Collected data entries:

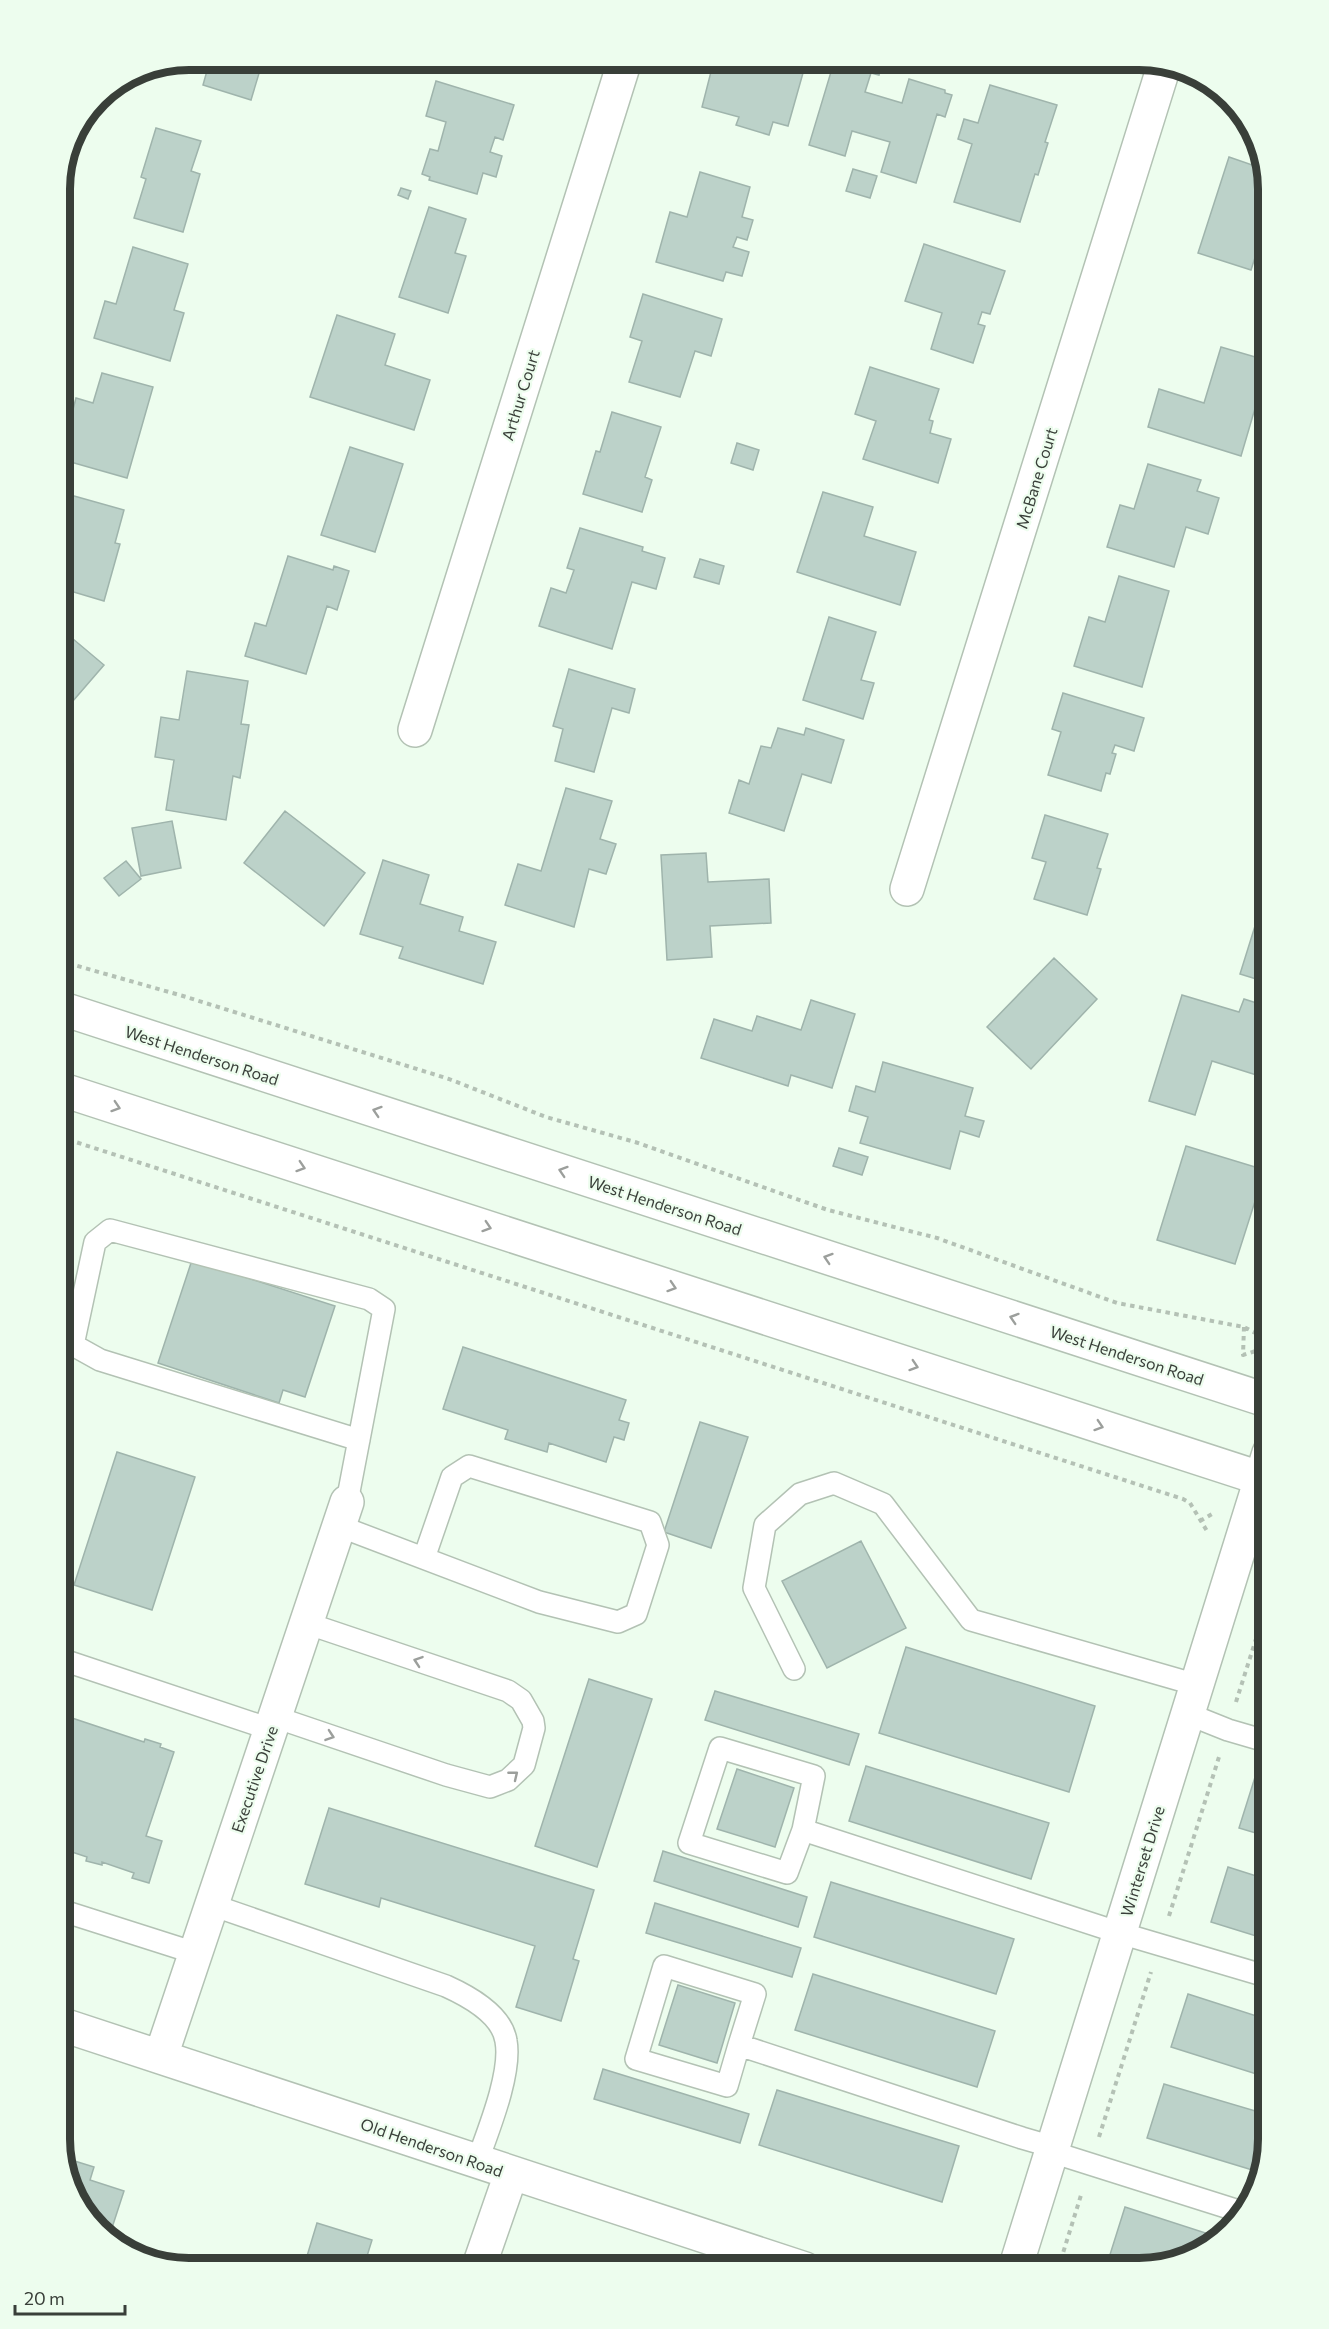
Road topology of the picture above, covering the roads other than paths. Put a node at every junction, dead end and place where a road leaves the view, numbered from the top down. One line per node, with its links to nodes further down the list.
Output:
1 (622, 70): 3 (street, Arthur Court)
2 (1162, 73): 4 (street, McBane Court)
3 (415, 730)
4 (908, 889)
5 (71, 1011): 7 (street, West Henderson Road, one-way to 5)
6 (71, 1092): 9 (street, one-way to 9)
7 (1258, 1397)
8 (358, 1440): 8 (lane); 11 (lane)
9 (1258, 1468)
10 (1258, 1496): 16 (street, Winterset Drive)
11 (343, 1514): 12 (lane); 13 (street, Executive Drive)
12 (424, 1558): 12 (lane)
13 (306, 1623): 17 (street, Executive Drive); 17 (lane, one-way to 13)
14 (70, 1662): 17 (lane)
15 (794, 1669): 16 (lane)
16 (1192, 1699): 18 (lane); 22 (street, Winterset Drive)
17 (273, 1723): 20 (street, Executive Drive)
18 (1258, 1739)
19 (802, 1830): 19 (lane); 22 (lane)
20 (212, 1905): 23 (street, Executive Drive); 29 (lane)
21 (70, 1913): 23 (lane)
22 (1120, 1933): 24 (lane); 28 (street, Winterset Drive)
23 (195, 1953): 27 (street, Executive Drive)
24 (1258, 1974)
25 (70, 2027): 27 (street, Old Henderson Road)
26 (739, 2045): 26 (lane); 28 (lane)
27 (161, 2056): 29 (street, Old Henderson Road)
28 (1052, 2149): 31 (lane); 34 (street, Winterset Drive)
29 (477, 2162): 30 (street, Old Henderson Road)
30 (511, 2174): 32 (street); 33 (street, Old Henderson Road)
31 (1235, 2210)
32 (482, 2258)
33 (771, 2258)
34 (1018, 2258)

- What you should do -
Keep the pictures out and write out the records exactly.

- Solution for this exercise -
Road topology of the picture above, covering the roads other than paths. Put a node at every junction, dead end and place where a road leaves the view, numbered from the top down. One line per node, with its links to nodes further down the list.
Output:
1 (622, 70): 3 (street, Arthur Court)
2 (1162, 73): 4 (street, McBane Court)
3 (415, 730)
4 (908, 889)
5 (71, 1011): 7 (street, West Henderson Road, one-way to 5)
6 (71, 1092): 9 (street, one-way to 9)
7 (1258, 1397)
8 (358, 1440): 8 (lane); 11 (lane)
9 (1258, 1468)
10 (1258, 1496): 16 (street, Winterset Drive)
11 (343, 1514): 12 (lane); 13 (street, Executive Drive)
12 (424, 1558): 12 (lane)
13 (306, 1623): 17 (street, Executive Drive); 17 (lane, one-way to 13)
14 (70, 1662): 17 (lane)
15 (794, 1669): 16 (lane)
16 (1192, 1699): 18 (lane); 22 (street, Winterset Drive)
17 (273, 1723): 20 (street, Executive Drive)
18 (1258, 1739)
19 (802, 1830): 19 (lane); 22 (lane)
20 (212, 1905): 23 (street, Executive Drive); 29 (lane)
21 (70, 1913): 23 (lane)
22 (1120, 1933): 24 (lane); 28 (street, Winterset Drive)
23 (195, 1953): 27 (street, Executive Drive)
24 (1258, 1974)
25 (70, 2027): 27 (street, Old Henderson Road)
26 (739, 2045): 26 (lane); 28 (lane)
27 (161, 2056): 29 (street, Old Henderson Road)
28 (1052, 2149): 31 (lane); 34 (street, Winterset Drive)
29 (477, 2162): 30 (street, Old Henderson Road)
30 (511, 2174): 32 (street); 33 (street, Old Henderson Road)
31 (1235, 2210)
32 (482, 2258)
33 (771, 2258)
34 (1018, 2258)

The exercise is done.